#### [Data records]
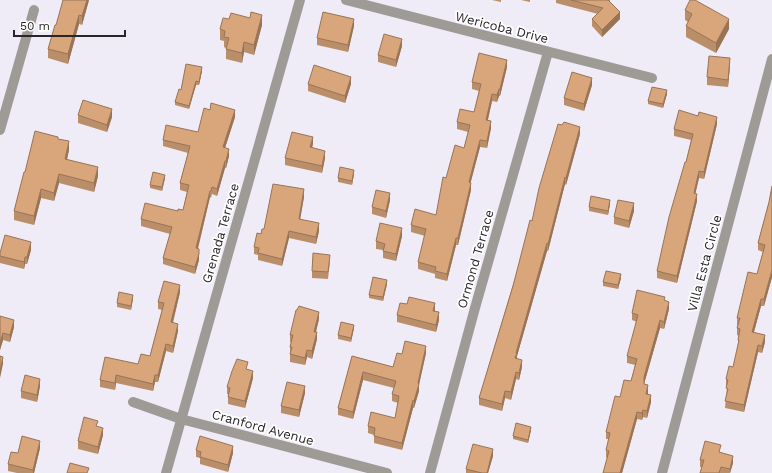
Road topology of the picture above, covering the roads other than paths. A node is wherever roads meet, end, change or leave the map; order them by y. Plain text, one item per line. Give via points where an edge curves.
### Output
1 (300, 0) edge
2 (346, 0) edge
3 (34, 10) dead end
4 (548, 52) junction
5 (772, 59) edge
6 (652, 78) dead end
7 (0, 130) edge
8 (133, 402) dead end
9 (181, 419) junction
10 (166, 473) edge
11 (387, 473) edge
12 (430, 473) edge
13 (662, 473) edge

1 - 9 street, Grenada Terrace
2 - 4 street, Wericoba Drive
3 - 7 street
4 - 6 street, Wericoba Drive
4 - 12 street, Ormond Terrace
5 - 13 street, Villa Esta Circle
8 - 9 street, Cranford Avenue
9 - 10 street, Grenada Terrace
9 - 11 street, Cranford Avenue

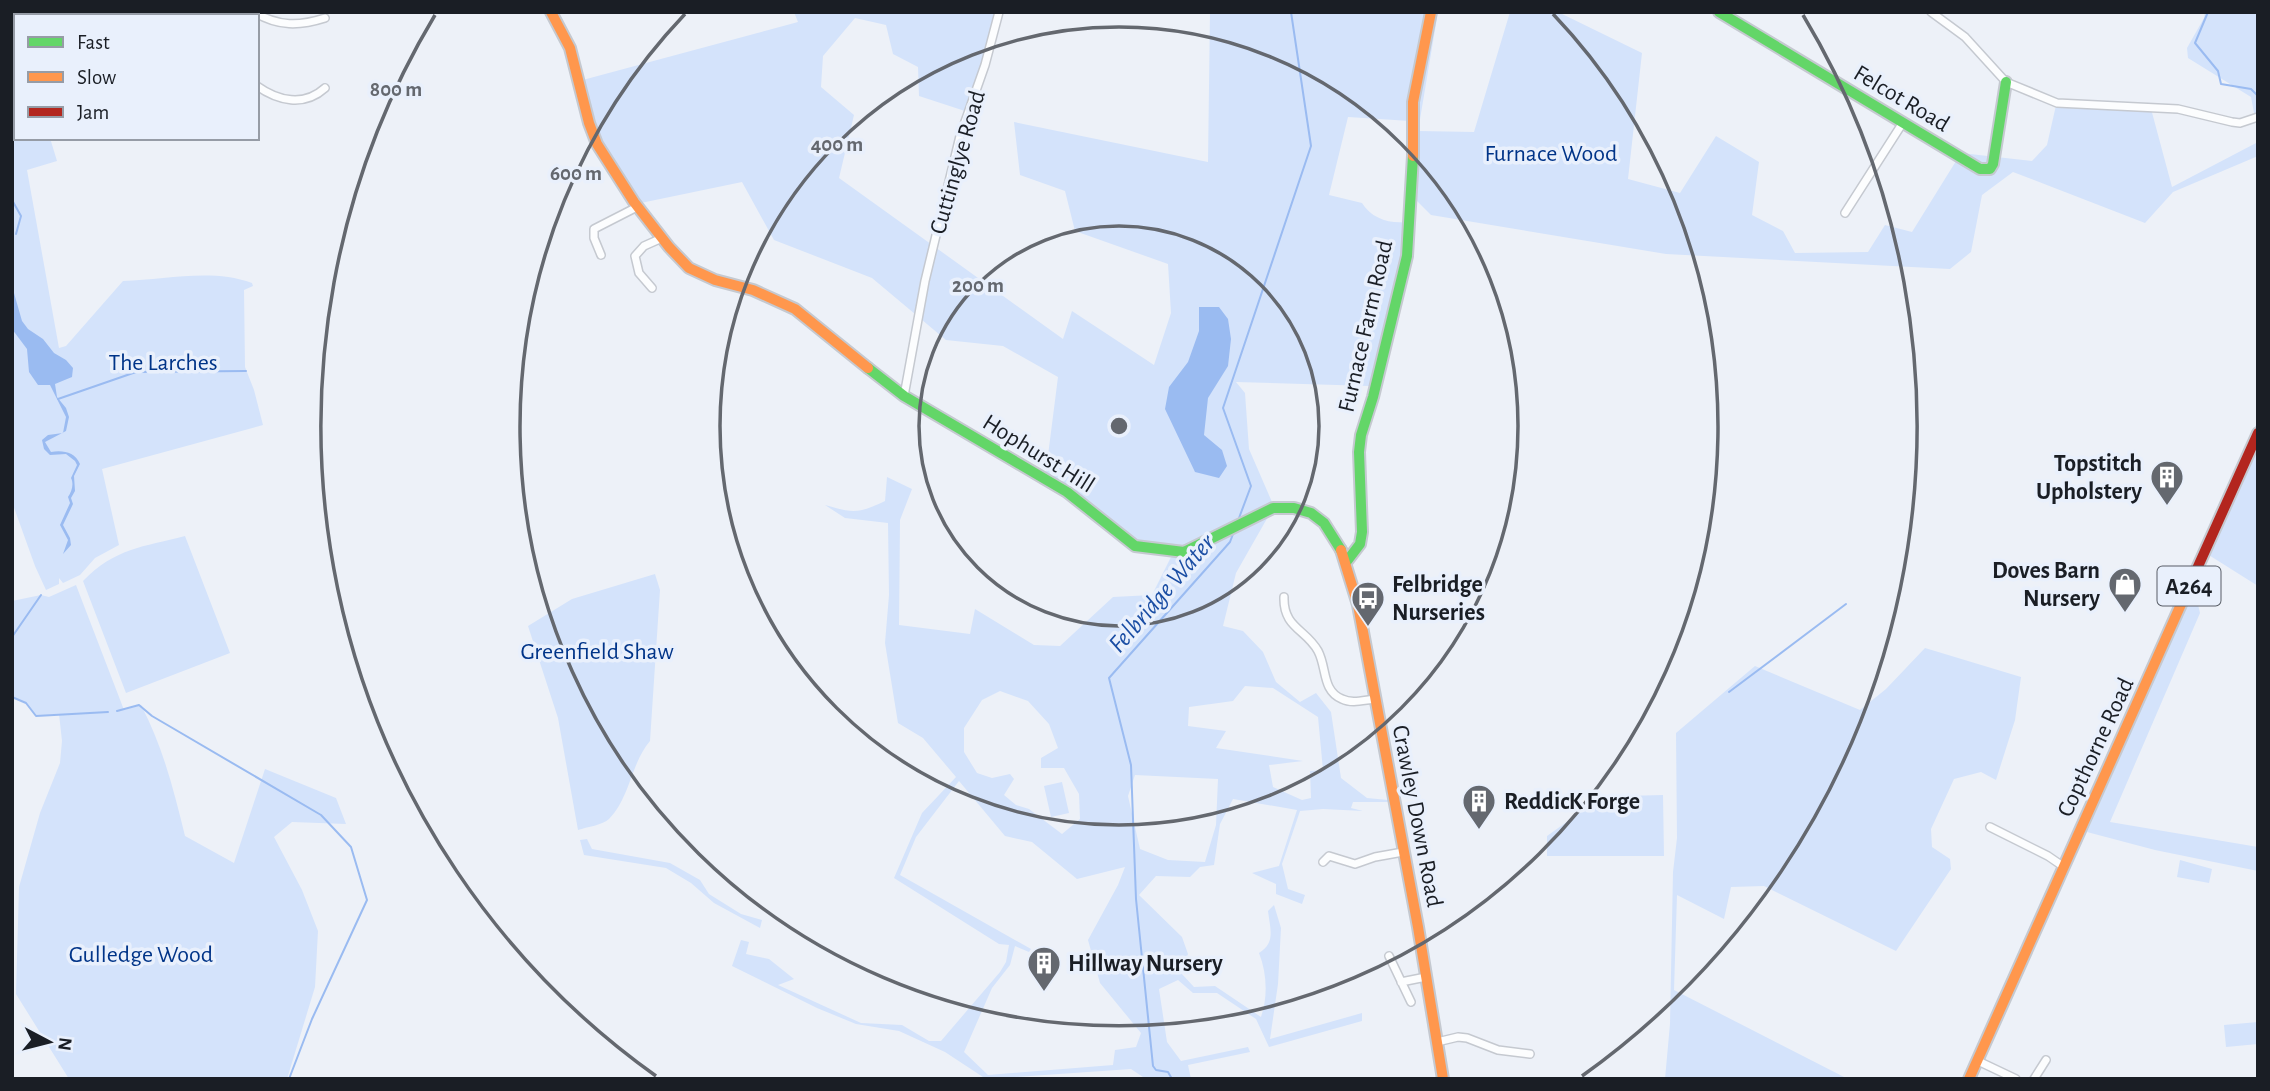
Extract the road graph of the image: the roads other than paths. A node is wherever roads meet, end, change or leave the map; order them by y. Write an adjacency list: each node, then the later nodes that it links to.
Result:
1 (551, 12): 13 (main road)
2 (999, 12): 18 (street, Cuttinglye Road)
3 (1431, 12): 20 (main road, Furnace Farm Road)
4 (1719, 12): 12 (main road, Felcot Road)
5 (1931, 12): 8 (street)
6 (259, 15): 7 (street)
7 (325, 18)
8 (2006, 82): 11 (street); 12 (main road, Felcot Road)
9 (259, 87): 10 (street)
10 (325, 88)
11 (2258, 117)
12 (1902, 124): 14 (street)
13 (637, 207): 15 (main road); 16 (street)
14 (1845, 213)
15 (662, 238): 17 (street); 18 (main road, Hophurst Hill)
16 (601, 255)
17 (652, 288)
18 (904, 396): 20 (main road, Hophurst Hill)
19 (2258, 433): 26 (main road, Copthorne Road / A264)
20 (1347, 561): 22 (main road, Crawley Down Road)
21 (1284, 597): 22 (street)
22 (1375, 699): 24 (main road, Crawley Down Road)
23 (1990, 827): 26 (street)
24 (1404, 852): 25 (street); 28 (main road, Crawley Down Road)
25 (1327, 856)
26 (2064, 867): 34 (main road, Copthorne Road / A264)
27 (1389, 956): 29 (street)
28 (1426, 977): 29 (street); 31 (main road, Crawley Down Road)
29 (1401, 982): 30 (street)
30 (1411, 1002)
31 (1437, 1042): 32 (street); 35 (main road, Crawley Down Road)
32 (1530, 1054)
33 (2046, 1060): 38 (street)
34 (1977, 1061): 36 (main road, Copthorne Road / A264); 37 (street)
35 (1443, 1079)
36 (1969, 1079)
37 (2016, 1079)
38 (2035, 1079)

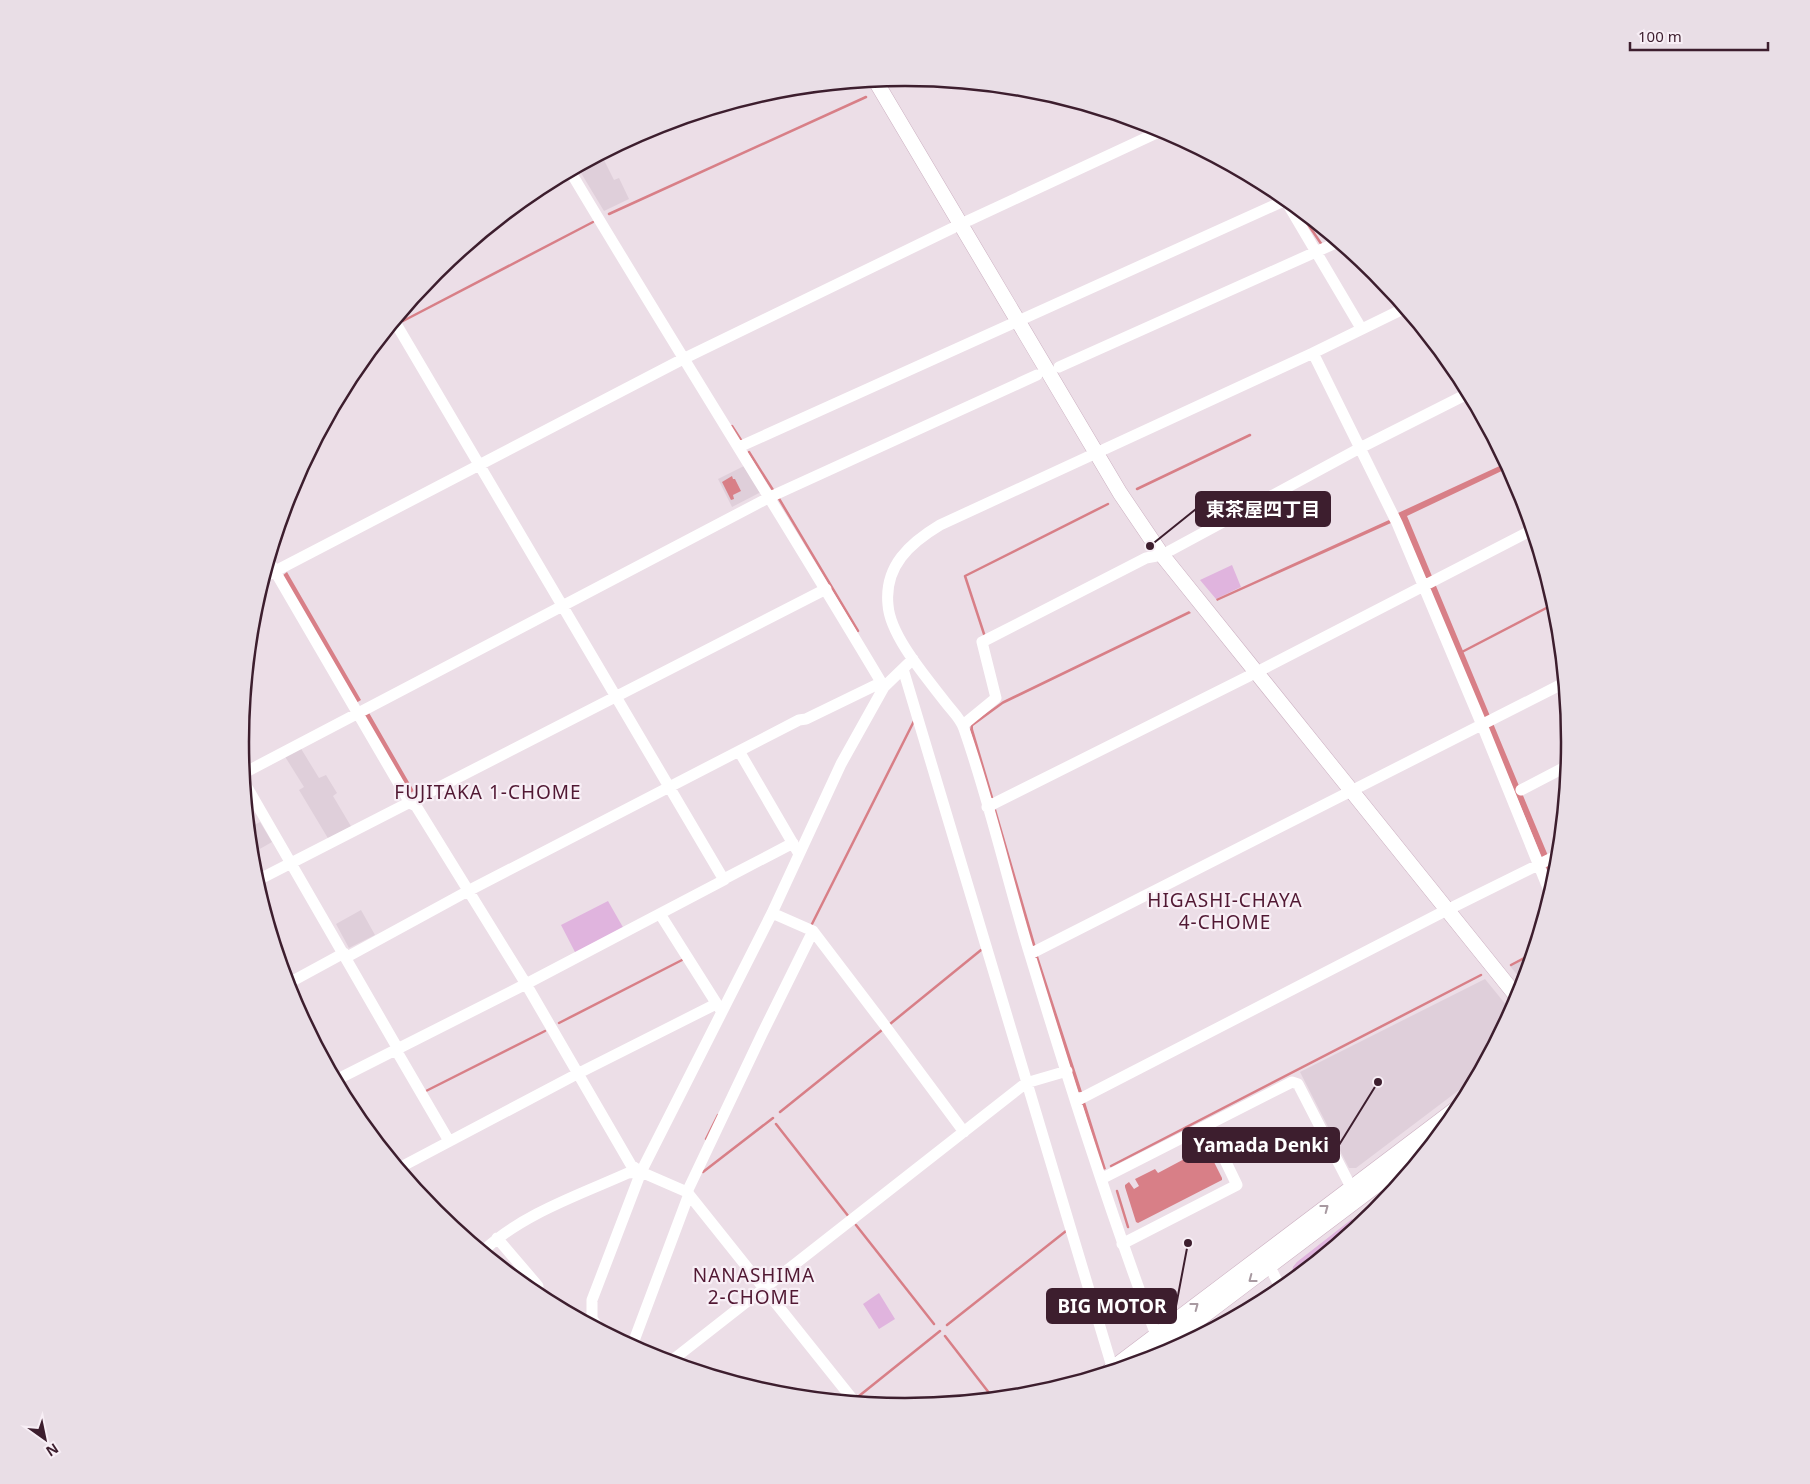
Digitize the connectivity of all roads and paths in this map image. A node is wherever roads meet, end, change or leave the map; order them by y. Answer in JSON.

#### [What to do]
Please reproduce the listing exactly from its opening line through the line that contains "Extract the road", both included, with all pictures omitted.

#### [Response box]
Road topology of the picture above, covering the roads other than paths. A node is wherever roads meet, end, change or leave the map; order them by y. Plain text, one item per line. Give via points where an edge curves.
### Output
1 (300, 0) edge
2 (346, 0) edge
3 (34, 10) dead end
4 (548, 52) junction
5 (772, 59) edge
6 (652, 78) dead end
7 (0, 130) edge
8 (133, 402) dead end
9 (181, 419) junction
10 (166, 473) edge
11 (387, 473) edge
12 (430, 473) edge
13 (662, 473) edge

1 - 9 street, Grenada Terrace
2 - 4 street, Wericoba Drive
3 - 7 street
4 - 6 street, Wericoba Drive
4 - 12 street, Ormond Terrace
5 - 13 street, Villa Esta Circle
8 - 9 street, Cranford Avenue
9 - 10 street, Grenada Terrace
9 - 11 street, Cranford Avenue

Extract the road graph of the image: the roads other than paths. A node is wherever roads meet, end, change or leave the map; order them by y. Write an adjacency list: each node, then the later nodes that it links to.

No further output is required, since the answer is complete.